### Task to complete
In the data that follows, every line containing the word "Waterstone" should be returned.

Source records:
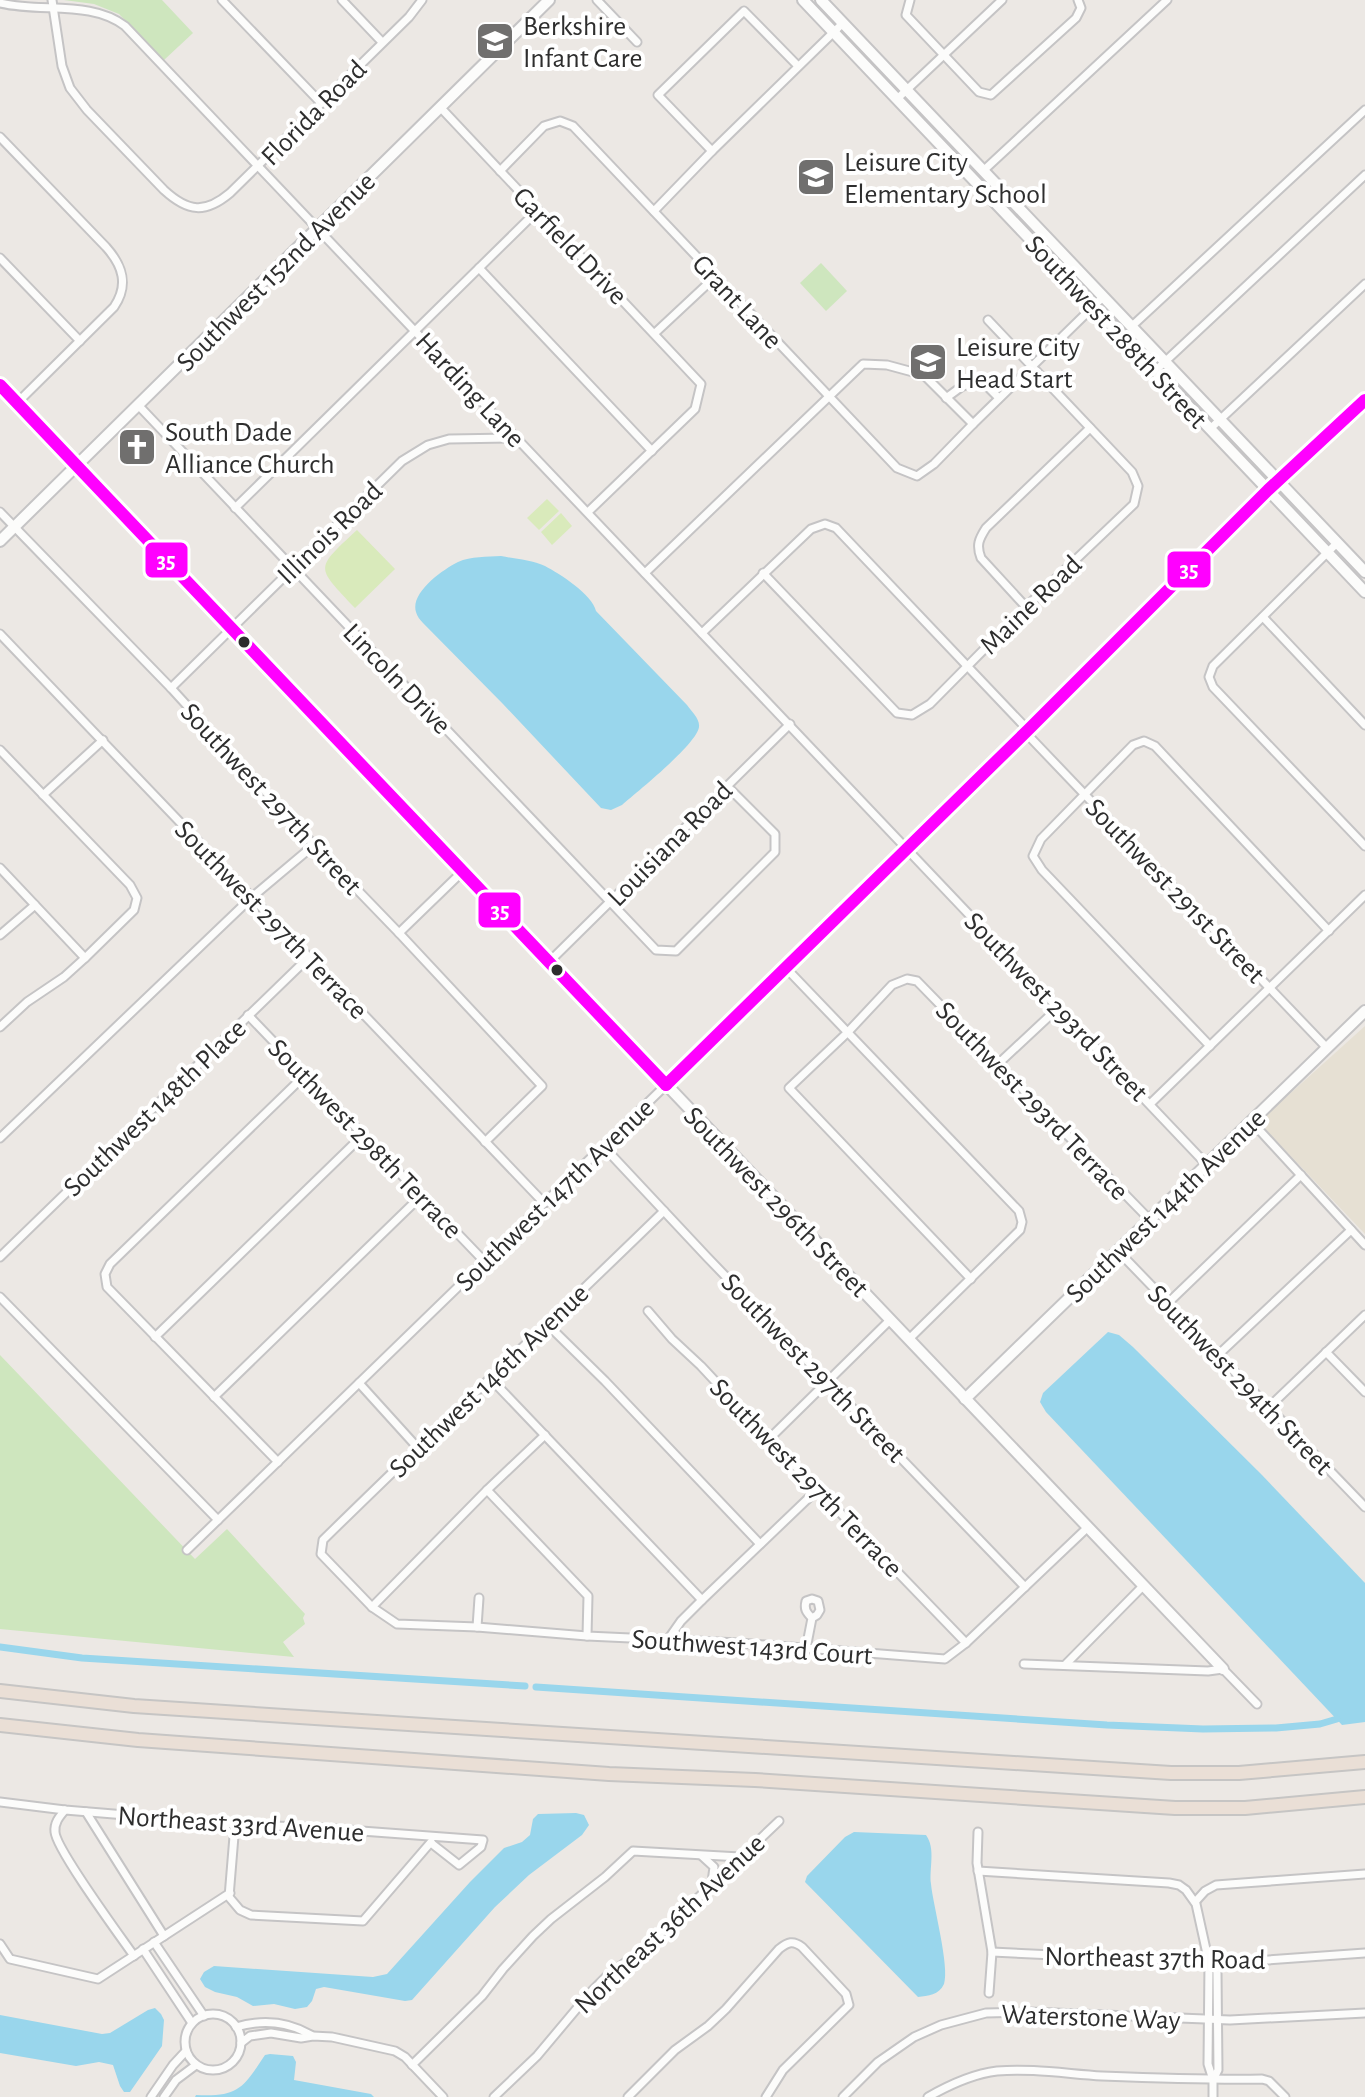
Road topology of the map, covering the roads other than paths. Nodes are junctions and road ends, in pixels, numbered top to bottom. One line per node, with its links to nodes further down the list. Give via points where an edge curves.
1 (222, 0): 22 (street)
2 (342, 0): 16 (street)
3 (422, 0): 16 (street, Florida Road)
4 (549, 0): 23 (street, Southwest 152nd Avenue)
5 (597, 0): 17 (street)
6 (803, 0): 15 (street, Southwest 288th Street)
7 (821, 0): 14 (street, Southwest 288th Street)
8 (910, 0): 18 (street, via 906,15)
9 (1002, 0): 18 (street)
10 (1078, 0): 18 (street, via 1076,18 991,95 979,92)
11 (1167, 0): 29 (street)
12 (0, 3): 13 (street, Harding Lane)
13 (52, 3): 27 (street, Harding Lane, via 118,20); 27 (street, Florida Road, via 62,66 73,93 179,202 207,207)
14 (843, 23): 15 (street); 20 (street, Southwest 288th Street)
15 (833, 32): 19 (street); 21 (street, Southwest 288th Street)
16 (382, 42): 22 (street, Florida Road)
17 (637, 42)
18 (943, 55): 20 (street)
19 (798, 66): 26 (street); 26 (street, via 744,11 658,95)
20 (906, 90): 21 (street); 29 (street, Southwest 288th Street)
21 (897, 99): 39 (street, Southwest 288th Street)
22 (321, 103): 27 (street, Florida Road)
23 (440, 107): 28 (street, Garfield Drive); 33 (street, Southwest 152nd Avenue)
24 (1365, 110): 41 (street)
25 (0, 137): 44 (street, via 106,247 122,271 119,299)
26 (712, 151): 32 (street)
27 (258, 166): 33 (street, Harding Lane)
28 (500, 171): 31 (street, Garfield Drive); 32 (street, Grant Lane, via 544,126 560,121 573,126)
29 (983, 171): 38 (street, Southwest 288th Street)
30 (1365, 175): 45 (street)
31 (538, 210): 35 (street); 43 (street, Garfield Drive)
32 (654, 211): 36 (street, Grant Lane)
33 (318, 228): 42 (street, Harding Lane); 54 (street, Southwest 152nd Avenue)
34 (0, 258): 44 (street)
35 (479, 268): 42 (street); 60 (street)
36 (715, 277): 43 (street); 49 (street, Grant Lane)
37 (1365, 284): 55 (street)
38 (1103, 297): 39 (street); 41 (street, Southwest 288th Street)
39 (1094, 306): 46 (street); 47 (street, Southwest 288th Street)
40 (988, 320): 46 (street)
41 (1131, 327): 45 (street, Southwest 288th Street)
42 (415, 330): 59 (street, Harding Lane); 64 (street)
43 (655, 333): 60 (street, Garfield Drive, via 701,384 695,409)
44 (80, 341): 53 (street)
45 (1165, 362): 47 (street); 55 (street, Southwest 288th Street)
46 (1032, 366): 51 (street); 57 (street)
47 (1155, 371): 58 (street, Southwest 288th Street)
48 (0, 385): 53 (street, Southwest 296th Street)
49 (829, 396): 50 (street, via 863,364 924,375); 56 (street, Grant Lane, via 897,468 917,476); 73 (street)
50 (946, 398): 51 (street, via 980,379); 56 (street)
51 (999, 398): 56 (street)
52 (1365, 400): 62 (street, Southwest 147th Avenue)
53 (17, 403): 61 (street, Southwest 296th Street)
54 (139, 406): 61 (street, Southwest 152nd Avenue); 64 (street, Lincoln Drive)
55 (1220, 420): 58 (street); 62 (street, Southwest 288th Street)
56 (973, 424)
57 (1090, 428): 76 (street, Maine Road, via 1132,472 1138,486 1134,504); 76 (street, via 979,539 981,558)
58 (1210, 429): 63 (street, Southwest 288th Street)
59 (517, 438): 66 (street, Harding Lane); 71 (street, Illinois Road, via 449,439 428,445 402,461)
60 (652, 451): 66 (street)
61 (77, 467): 67 (street, Southwest 152nd Avenue); 78 (street, Southwest 296th Street)
62 (1278, 481): 63 (street, Southwest 147th Avenue); 69 (street, Southwest 288th Street)
63 (1268, 490): 70 (street, Southwest 288th Street); 85 (street, Southwest 147th Avenue)
64 (235, 508): 71 (street, Lincoln Drive)
65 (0, 512): 67 (street, Southwest 297th Street)
66 (588, 512): 73 (street, Harding Lane)
67 (15, 527): 68 (street, Southwest 152nd Avenue); 82 (street, Southwest 297th Street)
68 (0, 541)
69 (1337, 543): 70 (street); 72 (street, Southwest 288th Street)
70 (1328, 553): 75 (street, Southwest 288th Street); 77 (street)
71 (293, 568): 78 (street, Illinois Road); 98 (street, Lincoln Drive)
72 (1365, 572)
73 (645, 573): 79 (street, Harding Lane)
74 (763, 573): 79 (street); 81 (street, via 811,529 825,524 836,528); 81 (street, Maine Road, via 897,713 912,715 930,704)
75 (1365, 592)
76 (1026, 607): 81 (street, Maine Road)
77 (1263, 617): 84 (street); 92 (street, via 1213,666 1213,687)
78 (231, 629): 82 (street, Illinois Road); 95 (street, Southwest 296th Street)
79 (702, 633): 83 (street, Harding Lane)
80 (0, 634): 86 (street, Southwest 297th Terrace)
81 (967, 666): 85 (street)
82 (171, 688): 91 (street, Southwest 297th Street)
83 (790, 724): 88 (street, Louisiana Road); 93 (street, Harding Lane)
84 (1365, 725)
85 (1027, 731): 89 (street, Southwest 291st Street); 93 (street, Southwest 147th Avenue)
86 (103, 740): 90 (street); 97 (street, Southwest 297th Terrace)
87 (0, 750): 90 (street)
88 (727, 786): 98 (street, Louisiana Road); 98 (street, Lincoln Drive, via 775,834 775,852 676,951 656,950)
89 (1084, 794): 100 (street, via 1133,745 1144,741 1155,746); 107 (street, Southwest 291st Street); 113 (street, via 1041,839 1033,856)
90 (43, 795): 104 (street, via 135,892 134,910)
91 (314, 845): 97 (street); 101 (street, Southwest 297th Street)
92 (1365, 846)
93 (906, 848): 106 (street, Southwest 147th Avenue); 108 (street, Southwest 293rd Street)
94 (0, 868): 99 (street)
95 (462, 872): 101 (street); 105 (street, Southwest 296th Street)
96 (1365, 895): 100 (street)
97 (251, 898): 103 (street, Southwest 297th Terrace); 121 (street)
98 (610, 901): 105 (street, Louisiana Road)
99 (35, 905): 102 (street); 104 (street)
100 (1329, 931): 107 (street)
101 (399, 933): 122 (street, Southwest 297th Street, via 542,1086)
102 (0, 935)
103 (309, 957): 110 (street, Southwest 148th Place); 122 (street, Southwest 297th Terrace)
104 (85, 958): 111 (street)
105 (549, 962): 117 (street, Southwest 296th Street)
106 (785, 967): 112 (street); 117 (street, Southwest 147th Avenue)
107 (1269, 988): 113 (street); 114 (street, Southwest 291st Street)
108 (1058, 1008): 115 (street); 118 (street, Southwest 293rd Street)
109 (1365, 1011): 114 (street, Southwest 144th Avenue)
110 (248, 1015): 116 (street, Southwest 298th Terrace); 133 (street, Southwest 148th Place)
111 (0, 1027)
112 (847, 1033): 115 (street, Southwest 293rd Terrace, via 892,985 917,981); 135 (street, via 1019,1211 1020,1230); 135 (street, via 789,1088)
113 (1210, 1046): 118 (street)
114 (1327, 1048): 119 (street, Southwest 144th Avenue)
115 (998, 1064): 129 (street, Southwest 293rd Terrace)
116 (305, 1075): 120 (street, Southwest 298th Terrace); 142 (street, via 110,1264 107,1287)
117 (666, 1085): 123 (street, Southwest 147th Avenue); 140 (street, Southwest 296th Street)
118 (1150, 1104): 124 (street, Southwest 293rd Street)
119 (1251, 1121): 124 (street, Southwest 144th Avenue); 125 (street)
120 (363, 1135): 126 (street, Southwest 298th Terrace); 142 (street)
121 (0, 1138)
122 (485, 1142): 127 (street, Southwest 297th Terrace)
123 (603, 1146): 127 (street, Southwest 147th Avenue); 128 (street, Southwest 297th Street)
124 (1207, 1165): 129 (street, Southwest 144th Avenue)
125 (1301, 1175): 130 (street); 137 (street)
126 (421, 1196): 134 (street, Southwest 298th Terrace); 150 (street)
127 (544, 1203): 134 (street, Southwest 147th Avenue)
128 (664, 1211): 141 (street, Southwest 146th Avenue); 147 (street, Southwest 297th Street)
129 (1150, 1220): 132 (street, Southwest 144th Avenue)
130 (1351, 1230): 131 (street); 145 (street)
131 (1365, 1245)
132 (1118, 1251): 137 (street, Southwest 294th Street); 151 (street, Southwest 144th Avenue)
133 (0, 1257)
134 (484, 1261): 148 (street, Southwest 147th Avenue)
135 (971, 1279): 143 (street)
136 (0, 1297): 160 (street)
137 (1168, 1303): 145 (street, Southwest 294th Street)
138 (648, 1311): 154 (street, Southwest 297th Terrace)
139 (1365, 1315): 144 (street)
140 (890, 1320): 143 (street, Southwest 296th Street); 147 (street)
141 (547, 1324): 146 (street, Southwest 146th Avenue); 162 (street)
142 (155, 1337): 150 (street)
143 (909, 1339): 151 (street, Southwest 296th Street)
144 (1326, 1352): 149 (street); 152 (street)
145 (1218, 1355): 152 (street, Southwest 294th Street)
146 (491, 1379): 153 (street); 155 (street, Southwest 146th Avenue)
147 (828, 1381): 154 (street); 166 (street, Southwest 297th Street)
148 (359, 1383): 155 (street); 156 (street, Southwest 147th Avenue)
149 (1365, 1392)
150 (214, 1397): 156 (street)
151 (965, 1399): 161 (street, Southwest 296th Street)
152 (1269, 1407): 159 (street, Southwest 294th Street)
153 (545, 1435): 158 (street); 168 (street)
154 (769, 1439): 157 (street, Southwest 297th Terrace)
155 (417, 1447): 164 (street, Southwest 146th Avenue, via 323,1540)
156 (278, 1462): 160 (street, Southwest 147th Avenue)
157 (818, 1489): 162 (street); 174 (street, Southwest 297th Terrace)
158 (487, 1490): 169 (street); 172 (street, via 588,1596)
159 (1365, 1507)
160 (218, 1520): 163 (street, Southwest 147th Avenue)
161 (1087, 1528): 165 (street, Southwest 296th Street); 166 (street, Southwest 143rd Court)
162 (760, 1544): 168 (street)
163 (187, 1550)
164 (321, 1554): 169 (street, Southwest 143rd Court)
165 (1143, 1586): 177 (street); 178 (street, Southwest 296th Street)
166 (1025, 1587): 174 (street, Southwest 143rd Court)
167 (479, 1598): 171 (street)
168 (702, 1600): 173 (street)
169 (372, 1607): 171 (street, Southwest 143rd Court, via 397,1624)
170 (812, 1618): 175 (street)
171 (477, 1627): 172 (street, Southwest 143rd Court)
172 (587, 1636): 173 (street, Southwest 143rd Court)
173 (667, 1641): 175 (street, Southwest 143rd Court)
174 (966, 1643): 175 (street, Southwest 143rd Court, via 945,1659)
175 (806, 1649)
176 (1024, 1664): 177 (street)
177 (1065, 1665): 178 (street)
178 (1223, 1669): 180 (street)
179 (0, 1691): 182 (highway, via 134,1706 1171,1773)
180 (1257, 1704)
181 (0, 1725): 183 (highway, via 609,1774 1175,1808 1245,1808)
182 (1365, 1762)
183 (1365, 1797)
184 (0, 1802): 185 (street, Northeast 33rd Avenue)
185 (65, 1810): 186 (street, Northeast 33rd Avenue); 204 (street, via 55,1836)
186 (86, 1812): 188 (street, Northeast 33rd Avenue); 198 (street)
187 (779, 1821): 192 (street, Northeast 36th Avenue)
188 (235, 1824): 190 (street, Northeast 33rd Avenue); 196 (street)
189 (978, 1832): 193 (street)
190 (431, 1840): 190 (street, Northeast 33rd Avenue, via 483,1840 459,1865); 196 (street, via 363,1921 251,1915)
191 (700, 1855): 192 (street); 195 (street, via 714,1867); 217 (street, via 633,1851 533,1936)
192 (740, 1857): 195 (street, Northeast 36th Avenue)
193 (978, 1871): 197 (street, via 1169,1883 1186,1890); 202 (street)
194 (1365, 1874): 197 (street, via 1216,1885)
195 (710, 1886): 222 (street, Northeast 36th Avenue, via 578,2004 537,2056)
196 (230, 1895): 198 (street)
197 (1195, 1902): 205 (street)
198 (164, 1936): 199 (street)
199 (154, 1942): 201 (street); 208 (street)
200 (0, 1944): 204 (street, via 10,1959 98,1979)
201 (143, 1949): 204 (street); 211 (street)
202 (992, 1952): 205 (street, Northeast 37th Road); 206 (street)
203 (1365, 1953): 205 (street, Northeast 37th Road)
204 (134, 1956)
205 (1209, 1963): 209 (street); 210 (street, via 1217,1971)
206 (989, 1993)
207 (1365, 2013): 210 (street, Waterstone Way)
208 (204, 2016): 211 (street); 212 (street, via 219,2015)
209 (1207, 2020): 210 (street, Waterstone Way); 218 (street); 225 (street, Waterstone Way, via 986,2013 914,2037 878,2062)
210 (1217, 2020): 218 (street, via 1218,2070)
211 (192, 2023): 215 (street)
212 (236, 2027): 213 (street, via 274,2023); 214 (street)
213 (313, 2036): 214 (street, via 258,2033); 217 (street, via 395,2051)
214 (241, 2043): 216 (street, via 226,2067 208,2070)
215 (186, 2051): 216 (street); 219 (street)
216 (196, 2065): 220 (street, via 171,2084)
217 (412, 2065): 221 (street)
218 (1213, 2080): 226 (street, via 997,2071); 227 (street); 228 (street, via 1269,2081)
219 (151, 2097)
220 (164, 2097)
221 (443, 2097)
222 (494, 2097)
223 (628, 2097): 224 (street, via 726,2009 779,1949 795,1942 846,1994 849,2005 783,2070)
224 (766, 2097)
225 (843, 2097)
226 (928, 2097)
227 (1213, 2097)
228 (1285, 2097)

### Task solution
207 (1365, 2013): 210 (street, Waterstone Way)
209 (1207, 2020): 210 (street, Waterstone Way); 218 (street); 225 (street, Waterstone Way, via 986,2013 914,2037 878,2062)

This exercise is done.